What the task requires:
An exact transcription of each entry below is required, without any pictures.

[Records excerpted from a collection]
*** Block opens ***
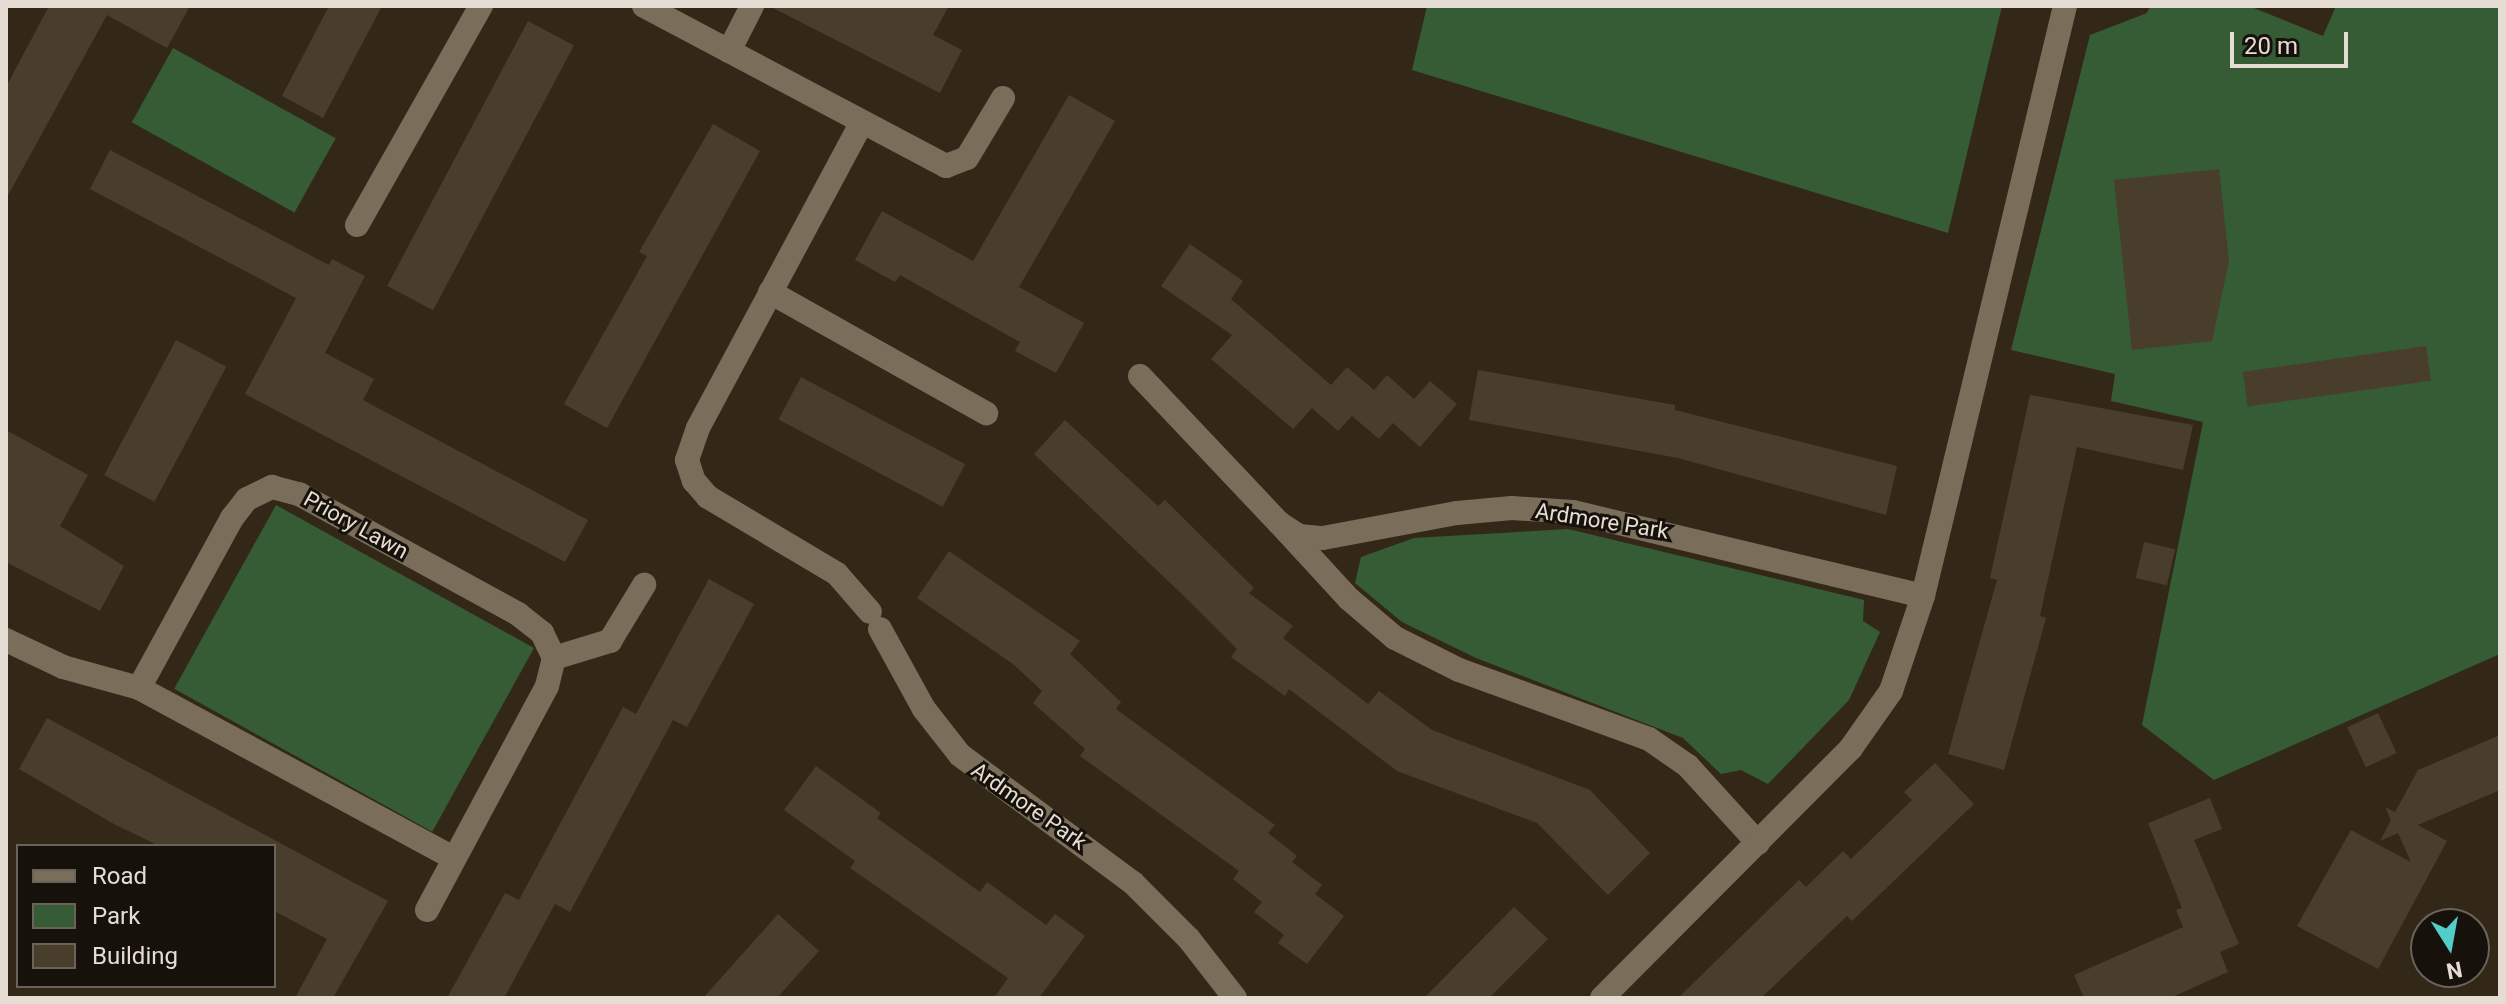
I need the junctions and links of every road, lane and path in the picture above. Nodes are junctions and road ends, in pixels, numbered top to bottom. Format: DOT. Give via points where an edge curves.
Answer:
graph roads {
  1 [pos="481,6"];
  2 [pos="644,6"];
  3 [pos="752,6"];
  4 [pos="2065,6"];
  5 [pos="729,51"];
  6 [pos="1003,98"];
  7 [pos="862,122"];
  8 [pos="357,225"];
  9 [pos="770,292"];
  10 [pos="1140,376"];
  11 [pos="986,413"];
  12 [pos="1279,523"];
  13 [pos="644,585"];
  14 [pos="1923,596"];
  15 [pos="6,640"];
  16 [pos="554,658"];
  17 [pos="139,688"];
  18 [pos="1758,843"];
  19 [pos="454,858"];
  20 [pos="427,910"];
  21 [pos="1235,998"];
  22 [pos="1602,998"];
  1 -- 8 [label="street"];
  2 -- 5 [label="street"];
  3 -- 5 [label="street"];
  4 -- 14 [label="street"];
  5 -- 7 [label="street"];
  6 -- 7 [label="street" via="967,158 952,167"];
  7 -- 9 [label="street"];
  9 -- 11 [label="street"];
  9 -- 21 [label="street, Ardmore Park" via="698,428 687,460 691,475 717,504 837,574 875,620 924,709 960,755 1133,883 1189,939"];
  10 -- 12 [label="street, Ardmore Park"];
  12 -- 14 [label="street, Ardmore Park" via="1299,536 1323,538 1457,513 1512,508 1573,512"];
  12 -- 18 [label="street, Ardmore Park" via="1349,599 1395,638 1459,670 1649,739 1688,766"];
  13 -- 16 [label="street" via="610,641"];
  14 -- 18 [label="street" via="1881,709 1851,748"];
  15 -- 17 [label="street" via="63,667"];
  16 -- 17 [label="street, Priory Lawn" via="542,633 518,614 299,494 272,487 247,499 232,518"];
  16 -- 19 [label="street" via="547,686"];
  17 -- 19 [label="street"];
  18 -- 22 [label="street"];
  19 -- 20 [label="street"];
}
*** Block closes ***
Answer:
I need the junctions and links of every road, lane and path in the picture above. Nodes are junctions and road ends, in pixels, numbered top to bottom. Format: DOT. Give via points where an edge curves.
Answer:
graph roads {
  1 [pos="481,6"];
  2 [pos="644,6"];
  3 [pos="752,6"];
  4 [pos="2065,6"];
  5 [pos="729,51"];
  6 [pos="1003,98"];
  7 [pos="862,122"];
  8 [pos="357,225"];
  9 [pos="770,292"];
  10 [pos="1140,376"];
  11 [pos="986,413"];
  12 [pos="1279,523"];
  13 [pos="644,585"];
  14 [pos="1923,596"];
  15 [pos="6,640"];
  16 [pos="554,658"];
  17 [pos="139,688"];
  18 [pos="1758,843"];
  19 [pos="454,858"];
  20 [pos="427,910"];
  21 [pos="1235,998"];
  22 [pos="1602,998"];
  1 -- 8 [label="street"];
  2 -- 5 [label="street"];
  3 -- 5 [label="street"];
  4 -- 14 [label="street"];
  5 -- 7 [label="street"];
  6 -- 7 [label="street" via="967,158 952,167"];
  7 -- 9 [label="street"];
  9 -- 11 [label="street"];
  9 -- 21 [label="street, Ardmore Park" via="698,428 687,460 691,475 717,504 837,574 875,620 924,709 960,755 1133,883 1189,939"];
  10 -- 12 [label="street, Ardmore Park"];
  12 -- 14 [label="street, Ardmore Park" via="1299,536 1323,538 1457,513 1512,508 1573,512"];
  12 -- 18 [label="street, Ardmore Park" via="1349,599 1395,638 1459,670 1649,739 1688,766"];
  13 -- 16 [label="street" via="610,641"];
  14 -- 18 [label="street" via="1881,709 1851,748"];
  15 -- 17 [label="street" via="63,667"];
  16 -- 17 [label="street, Priory Lawn" via="542,633 518,614 299,494 272,487 247,499 232,518"];
  16 -- 19 [label="street" via="547,686"];
  17 -- 19 [label="street"];
  18 -- 22 [label="street"];
  19 -- 20 [label="street"];
}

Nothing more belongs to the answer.